Saturday, May 20, 2017


The NBA Draft lottery took place Tuesday night, and the Boston Celtics, with Brooklyn’s pick, walked away with the number one spot, even though they are currently playing in the Eastern Conference finals. The Lakers got the number two spot for the third consecutive year, and they are still waiting for any sign of life from those picks, D’Angelo Russell and Brandon Ingram.

This first mock draft is done using team needs in a very basic way, and in many ways, looks more like what I would do if I were in each team’s shoes. 


Boston is up first with the number one pick, seemingly a no-brainer.


1. Boston Celtics: Markelle Fultz, PG, Washington – Considering Boston’s current team make-up and position within the league, I would seriously consider trading this pick, but if they choose to keep it, Fultz is the only player really worth the top spot. The 6’4” point guard somehow flourished amongst a mess at Washington, averaging 23 points per game, to go along with almost six rebounds and six assists per game. Though not a very good defender yet, he has good length, and a coach like Brad Stevens could get the best out of him. 

2. Los Angeles Lakers: Lonzo Ball, UCLA – While I don’t think Ball is the second-best prospect in this draft, and he may even be outside the top five, the 6’6” point guard from Chino Hills and UCLA could bring some excitement to the fan base in Los Angeles. The NCAA’s leader in assists at 7.6 per game, Ball has great vision and passing ability to go with his size. He has a jumper that makes you think he’ll ruin his elbow, but still managed to hit over 40-percent from three, though there are many who are convinced his methodical motion and release will need to be altered for NBA speed and length. Like Fultz, Ball isn’t much of a defender, though Ball also doesn’t have the upside in that area like Fultz. The biggest problem facing the Lakers if they take Ball though, is what will they do about Lonzo’s father? 

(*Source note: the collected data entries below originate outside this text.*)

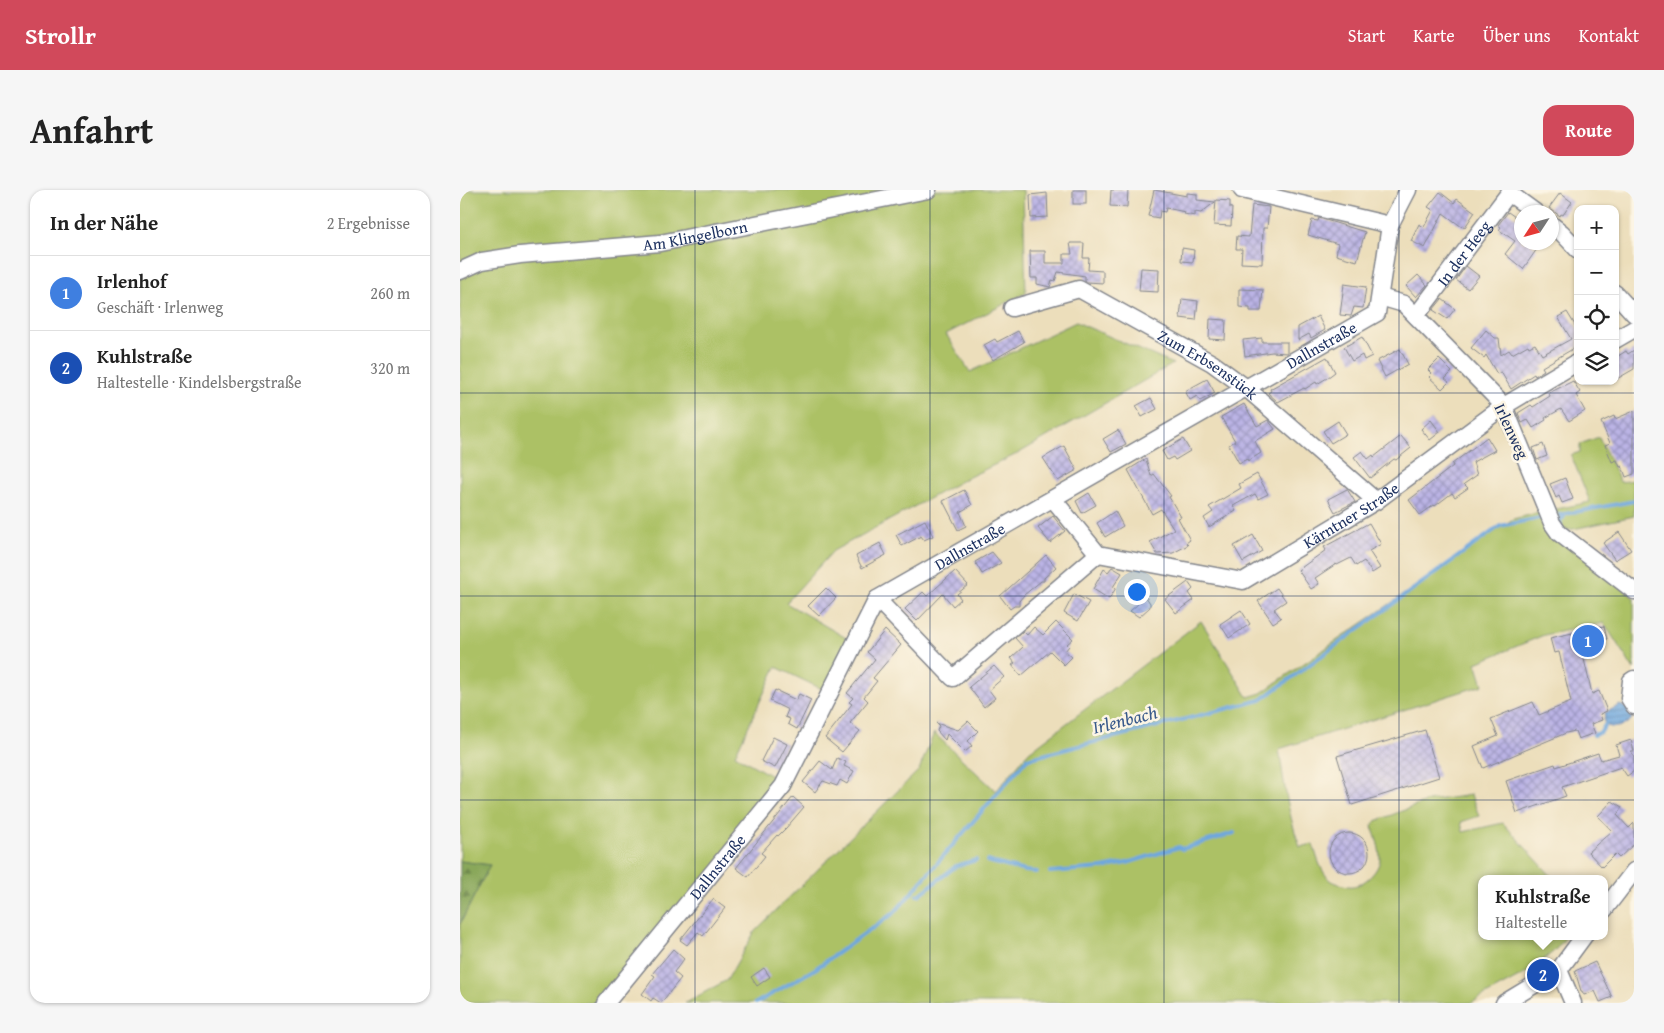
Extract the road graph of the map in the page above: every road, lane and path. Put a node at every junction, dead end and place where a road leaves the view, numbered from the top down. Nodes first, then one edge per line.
1 (928, 190) edge
2 (1242, 190) edge
3 (1408, 190) edge
4 (1525, 205) edge
5 (1390, 225) junction
6 (1559, 230) edge
7 (1574, 246) edge
8 (460, 271) edge
9 (1617, 295) edge
10 (1380, 296) junction
11 (1012, 308) dead end
12 (1634, 314) edge
13 (1416, 316) junction
14 (1634, 328) edge
15 (1619, 337) edge
16 (1574, 364) edge
17 (1245, 388) junction
18 (1504, 406) junction
19 (1053, 499) junction
20 (1376, 501) junction
21 (1098, 554) junction
22 (1631, 582) edge
23 (877, 599) junction
24 (1634, 679) edge
25 (1634, 706) edge
26 (1634, 871) edge
27 (1608, 905) edge
28 (1581, 940) edge
29 (1558, 970) junction
30 (606, 1003) edge
31 (1504, 1003) edge
32 (1572, 1003) edge

1 - 8 street, Am Klingelborn
2 - 5 street
3 - 5 street, Dallnstraße
4 - 13 street, In der Heeg
5 - 10 street, Dallnstraße
6 - 7 street
9 - 12 street
10 - 13 street, Irlenweg
10 - 17 street, Dallnstraße
11 - 17 street, Zum Erbsenstück
13 - 18 street, Irlenweg
14 - 15 street
16 - 18 street, Kärntner Straße
17 - 19 street, Dallnstraße
17 - 20 street, Zum Erbsenstück
18 - 20 street, Kärntner Straße
18 - 22 street, Irlenweg
19 - 21 street
19 - 23 street, Dallnstraße
20 - 21 street, Kärntner Straße
21 - 23 street
23 - 30 street, Dallnstraße
24 - 25 street
26 - 27 street
28 - 29 street
29 - 31 street
29 - 32 street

3. Philadelphia 76ers: Jayson Tatum, SF, Duke – The Sixers are in a great spot here, with a choice between two wings, an area of need, with a lot of promise in Tatum and Josh Jackson, and choosing either could be seen as a good decision. The 6’8” Tatum is much smoother on offense, and a more consistent shooter, though he has a tendency to disappear at times during games. Jackson is the better defender of the two right now, but Tatum has the length to be effective, plus the footwork; he just needs the effort.   

4. Phoenix Suns: Josh Jackson, SF, Kansas – Jackson showed great improvement and comfort on the floor as last season went on, becoming an impact player on both ends of the floor for Kansas. The 6’8” forward is at his best when looking to attack the basket, using his athleticism well to finish, or his passing ability to kick out to perimeter shooters. If Jackson goes to Philadelphia at three, look for Tatum to go here to Phoenix.  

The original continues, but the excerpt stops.